[Stored entries]
───

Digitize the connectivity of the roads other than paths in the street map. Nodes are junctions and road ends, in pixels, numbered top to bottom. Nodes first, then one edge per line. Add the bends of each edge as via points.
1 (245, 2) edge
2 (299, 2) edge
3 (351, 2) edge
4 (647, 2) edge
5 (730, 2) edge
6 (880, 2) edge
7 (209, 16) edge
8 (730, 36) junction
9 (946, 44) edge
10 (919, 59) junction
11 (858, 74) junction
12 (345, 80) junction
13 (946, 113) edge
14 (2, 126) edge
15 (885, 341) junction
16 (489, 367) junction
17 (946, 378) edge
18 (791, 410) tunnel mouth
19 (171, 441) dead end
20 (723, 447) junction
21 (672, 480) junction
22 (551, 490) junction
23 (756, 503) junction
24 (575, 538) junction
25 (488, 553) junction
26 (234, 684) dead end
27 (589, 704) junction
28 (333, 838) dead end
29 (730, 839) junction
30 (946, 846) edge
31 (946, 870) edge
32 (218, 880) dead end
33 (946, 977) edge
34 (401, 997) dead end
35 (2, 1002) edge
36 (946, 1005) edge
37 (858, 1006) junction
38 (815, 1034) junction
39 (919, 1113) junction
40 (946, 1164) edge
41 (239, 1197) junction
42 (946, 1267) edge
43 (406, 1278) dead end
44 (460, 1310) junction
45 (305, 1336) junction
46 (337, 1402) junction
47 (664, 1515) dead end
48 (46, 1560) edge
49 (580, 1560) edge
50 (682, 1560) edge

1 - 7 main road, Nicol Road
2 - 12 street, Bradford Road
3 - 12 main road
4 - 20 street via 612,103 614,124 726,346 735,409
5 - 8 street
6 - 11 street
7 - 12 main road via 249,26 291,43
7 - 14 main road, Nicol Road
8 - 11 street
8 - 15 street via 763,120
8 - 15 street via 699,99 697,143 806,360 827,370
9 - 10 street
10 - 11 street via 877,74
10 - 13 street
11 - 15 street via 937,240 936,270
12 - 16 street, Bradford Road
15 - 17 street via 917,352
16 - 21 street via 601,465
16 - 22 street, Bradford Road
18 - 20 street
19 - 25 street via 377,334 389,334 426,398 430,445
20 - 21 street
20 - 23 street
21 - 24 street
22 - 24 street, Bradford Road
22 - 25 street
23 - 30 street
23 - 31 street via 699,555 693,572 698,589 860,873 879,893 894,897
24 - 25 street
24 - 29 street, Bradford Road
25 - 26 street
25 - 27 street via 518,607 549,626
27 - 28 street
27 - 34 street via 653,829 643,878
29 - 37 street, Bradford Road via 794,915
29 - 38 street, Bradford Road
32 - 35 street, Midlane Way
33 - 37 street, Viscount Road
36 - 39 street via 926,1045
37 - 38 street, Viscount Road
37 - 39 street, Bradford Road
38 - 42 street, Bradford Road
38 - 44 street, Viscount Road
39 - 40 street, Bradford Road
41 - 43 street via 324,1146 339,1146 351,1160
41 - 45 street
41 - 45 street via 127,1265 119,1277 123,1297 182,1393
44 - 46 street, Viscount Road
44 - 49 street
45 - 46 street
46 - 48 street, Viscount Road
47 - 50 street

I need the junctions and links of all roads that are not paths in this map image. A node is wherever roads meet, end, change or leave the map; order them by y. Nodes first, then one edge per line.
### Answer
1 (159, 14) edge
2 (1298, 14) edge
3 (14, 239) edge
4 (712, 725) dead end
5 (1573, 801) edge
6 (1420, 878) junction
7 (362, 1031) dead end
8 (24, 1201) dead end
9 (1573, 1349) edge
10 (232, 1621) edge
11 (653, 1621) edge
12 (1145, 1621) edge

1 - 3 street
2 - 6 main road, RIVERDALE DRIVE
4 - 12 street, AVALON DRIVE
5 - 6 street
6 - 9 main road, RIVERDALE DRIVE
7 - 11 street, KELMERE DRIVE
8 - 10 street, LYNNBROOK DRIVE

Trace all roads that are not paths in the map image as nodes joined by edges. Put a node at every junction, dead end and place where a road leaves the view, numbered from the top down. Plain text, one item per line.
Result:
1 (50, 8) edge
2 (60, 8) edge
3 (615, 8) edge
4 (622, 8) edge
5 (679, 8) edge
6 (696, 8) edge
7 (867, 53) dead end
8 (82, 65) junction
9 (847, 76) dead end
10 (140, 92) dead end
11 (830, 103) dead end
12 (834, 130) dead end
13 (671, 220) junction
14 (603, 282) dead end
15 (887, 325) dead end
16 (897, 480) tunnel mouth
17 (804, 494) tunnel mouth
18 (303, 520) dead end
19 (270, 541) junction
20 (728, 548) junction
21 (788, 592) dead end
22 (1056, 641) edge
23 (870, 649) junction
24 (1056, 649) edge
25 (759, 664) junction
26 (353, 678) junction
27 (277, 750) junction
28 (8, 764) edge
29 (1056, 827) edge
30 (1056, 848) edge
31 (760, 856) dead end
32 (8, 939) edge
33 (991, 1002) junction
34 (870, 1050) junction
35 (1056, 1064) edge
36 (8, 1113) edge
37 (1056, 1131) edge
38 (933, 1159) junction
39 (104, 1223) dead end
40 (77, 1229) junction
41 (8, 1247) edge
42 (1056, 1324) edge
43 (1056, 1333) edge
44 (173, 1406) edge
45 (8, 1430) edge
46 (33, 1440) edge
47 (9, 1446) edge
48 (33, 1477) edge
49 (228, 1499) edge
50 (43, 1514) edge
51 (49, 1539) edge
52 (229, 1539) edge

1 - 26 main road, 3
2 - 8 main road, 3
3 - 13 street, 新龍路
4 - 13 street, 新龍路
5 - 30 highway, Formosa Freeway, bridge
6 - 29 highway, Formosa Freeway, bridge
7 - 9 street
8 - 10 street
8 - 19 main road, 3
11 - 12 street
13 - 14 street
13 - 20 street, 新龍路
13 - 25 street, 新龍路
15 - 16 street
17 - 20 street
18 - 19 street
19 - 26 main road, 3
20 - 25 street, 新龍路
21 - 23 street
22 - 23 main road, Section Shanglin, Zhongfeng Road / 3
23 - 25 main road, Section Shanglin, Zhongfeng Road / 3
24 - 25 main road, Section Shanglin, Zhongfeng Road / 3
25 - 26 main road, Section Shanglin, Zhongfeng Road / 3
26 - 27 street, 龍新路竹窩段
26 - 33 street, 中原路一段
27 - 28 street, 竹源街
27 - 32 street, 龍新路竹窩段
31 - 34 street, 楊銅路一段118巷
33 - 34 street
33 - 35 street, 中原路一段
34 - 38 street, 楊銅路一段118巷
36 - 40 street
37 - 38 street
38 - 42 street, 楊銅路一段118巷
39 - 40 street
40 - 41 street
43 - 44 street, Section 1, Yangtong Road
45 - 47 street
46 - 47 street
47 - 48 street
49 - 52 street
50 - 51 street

───

▶ _Exercise goal_
Each entry above should be repeated exactly, with no line left out.

▶ _Solution_
Digitize the connectivity of the roads other than paths in the street map. Nodes are junctions and road ends, in pixels, numbered top to bottom. Nodes first, then one edge per line. Add the bends of each edge as via points.
1 (245, 2) edge
2 (299, 2) edge
3 (351, 2) edge
4 (647, 2) edge
5 (730, 2) edge
6 (880, 2) edge
7 (209, 16) edge
8 (730, 36) junction
9 (946, 44) edge
10 (919, 59) junction
11 (858, 74) junction
12 (345, 80) junction
13 (946, 113) edge
14 (2, 126) edge
15 (885, 341) junction
16 (489, 367) junction
17 (946, 378) edge
18 (791, 410) tunnel mouth
19 (171, 441) dead end
20 (723, 447) junction
21 (672, 480) junction
22 (551, 490) junction
23 (756, 503) junction
24 (575, 538) junction
25 (488, 553) junction
26 (234, 684) dead end
27 (589, 704) junction
28 (333, 838) dead end
29 (730, 839) junction
30 (946, 846) edge
31 (946, 870) edge
32 (218, 880) dead end
33 (946, 977) edge
34 (401, 997) dead end
35 (2, 1002) edge
36 (946, 1005) edge
37 (858, 1006) junction
38 (815, 1034) junction
39 (919, 1113) junction
40 (946, 1164) edge
41 (239, 1197) junction
42 (946, 1267) edge
43 (406, 1278) dead end
44 (460, 1310) junction
45 (305, 1336) junction
46 (337, 1402) junction
47 (664, 1515) dead end
48 (46, 1560) edge
49 (580, 1560) edge
50 (682, 1560) edge

1 - 7 main road, Nicol Road
2 - 12 street, Bradford Road
3 - 12 main road
4 - 20 street via 612,103 614,124 726,346 735,409
5 - 8 street
6 - 11 street
7 - 12 main road via 249,26 291,43
7 - 14 main road, Nicol Road
8 - 11 street
8 - 15 street via 763,120
8 - 15 street via 699,99 697,143 806,360 827,370
9 - 10 street
10 - 11 street via 877,74
10 - 13 street
11 - 15 street via 937,240 936,270
12 - 16 street, Bradford Road
15 - 17 street via 917,352
16 - 21 street via 601,465
16 - 22 street, Bradford Road
18 - 20 street
19 - 25 street via 377,334 389,334 426,398 430,445
20 - 21 street
20 - 23 street
21 - 24 street
22 - 24 street, Bradford Road
22 - 25 street
23 - 30 street
23 - 31 street via 699,555 693,572 698,589 860,873 879,893 894,897
24 - 25 street
24 - 29 street, Bradford Road
25 - 26 street
25 - 27 street via 518,607 549,626
27 - 28 street
27 - 34 street via 653,829 643,878
29 - 37 street, Bradford Road via 794,915
29 - 38 street, Bradford Road
32 - 35 street, Midlane Way
33 - 37 street, Viscount Road
36 - 39 street via 926,1045
37 - 38 street, Viscount Road
37 - 39 street, Bradford Road
38 - 42 street, Bradford Road
38 - 44 street, Viscount Road
39 - 40 street, Bradford Road
41 - 43 street via 324,1146 339,1146 351,1160
41 - 45 street
41 - 45 street via 127,1265 119,1277 123,1297 182,1393
44 - 46 street, Viscount Road
44 - 49 street
45 - 46 street
46 - 48 street, Viscount Road
47 - 50 street

I need the junctions and links of all roads that are not paths in this map image. A node is wherever roads meet, end, change or leave the map; order them by y. Nodes first, then one edge per line.
### Answer
1 (159, 14) edge
2 (1298, 14) edge
3 (14, 239) edge
4 (712, 725) dead end
5 (1573, 801) edge
6 (1420, 878) junction
7 (362, 1031) dead end
8 (24, 1201) dead end
9 (1573, 1349) edge
10 (232, 1621) edge
11 (653, 1621) edge
12 (1145, 1621) edge

1 - 3 street
2 - 6 main road, RIVERDALE DRIVE
4 - 12 street, AVALON DRIVE
5 - 6 street
6 - 9 main road, RIVERDALE DRIVE
7 - 11 street, KELMERE DRIVE
8 - 10 street, LYNNBROOK DRIVE

Trace all roads that are not paths in the map image as nodes joined by edges. Put a node at every junction, dead end and place where a road leaves the view, numbered from the top down. Plain text, one item per line.
Result:
1 (50, 8) edge
2 (60, 8) edge
3 (615, 8) edge
4 (622, 8) edge
5 (679, 8) edge
6 (696, 8) edge
7 (867, 53) dead end
8 (82, 65) junction
9 (847, 76) dead end
10 (140, 92) dead end
11 (830, 103) dead end
12 (834, 130) dead end
13 (671, 220) junction
14 (603, 282) dead end
15 (887, 325) dead end
16 (897, 480) tunnel mouth
17 (804, 494) tunnel mouth
18 (303, 520) dead end
19 (270, 541) junction
20 (728, 548) junction
21 (788, 592) dead end
22 (1056, 641) edge
23 (870, 649) junction
24 (1056, 649) edge
25 (759, 664) junction
26 (353, 678) junction
27 (277, 750) junction
28 (8, 764) edge
29 (1056, 827) edge
30 (1056, 848) edge
31 (760, 856) dead end
32 (8, 939) edge
33 (991, 1002) junction
34 (870, 1050) junction
35 (1056, 1064) edge
36 (8, 1113) edge
37 (1056, 1131) edge
38 (933, 1159) junction
39 (104, 1223) dead end
40 (77, 1229) junction
41 (8, 1247) edge
42 (1056, 1324) edge
43 (1056, 1333) edge
44 (173, 1406) edge
45 (8, 1430) edge
46 (33, 1440) edge
47 (9, 1446) edge
48 (33, 1477) edge
49 (228, 1499) edge
50 (43, 1514) edge
51 (49, 1539) edge
52 (229, 1539) edge

1 - 26 main road, 3
2 - 8 main road, 3
3 - 13 street, 新龍路
4 - 13 street, 新龍路
5 - 30 highway, Formosa Freeway, bridge
6 - 29 highway, Formosa Freeway, bridge
7 - 9 street
8 - 10 street
8 - 19 main road, 3
11 - 12 street
13 - 14 street
13 - 20 street, 新龍路
13 - 25 street, 新龍路
15 - 16 street
17 - 20 street
18 - 19 street
19 - 26 main road, 3
20 - 25 street, 新龍路
21 - 23 street
22 - 23 main road, Section Shanglin, Zhongfeng Road / 3
23 - 25 main road, Section Shanglin, Zhongfeng Road / 3
24 - 25 main road, Section Shanglin, Zhongfeng Road / 3
25 - 26 main road, Section Shanglin, Zhongfeng Road / 3
26 - 27 street, 龍新路竹窩段
26 - 33 street, 中原路一段
27 - 28 street, 竹源街
27 - 32 street, 龍新路竹窩段
31 - 34 street, 楊銅路一段118巷
33 - 34 street
33 - 35 street, 中原路一段
34 - 38 street, 楊銅路一段118巷
36 - 40 street
37 - 38 street
38 - 42 street, 楊銅路一段118巷
39 - 40 street
40 - 41 street
43 - 44 street, Section 1, Yangtong Road
45 - 47 street
46 - 47 street
47 - 48 street
49 - 52 street
50 - 51 street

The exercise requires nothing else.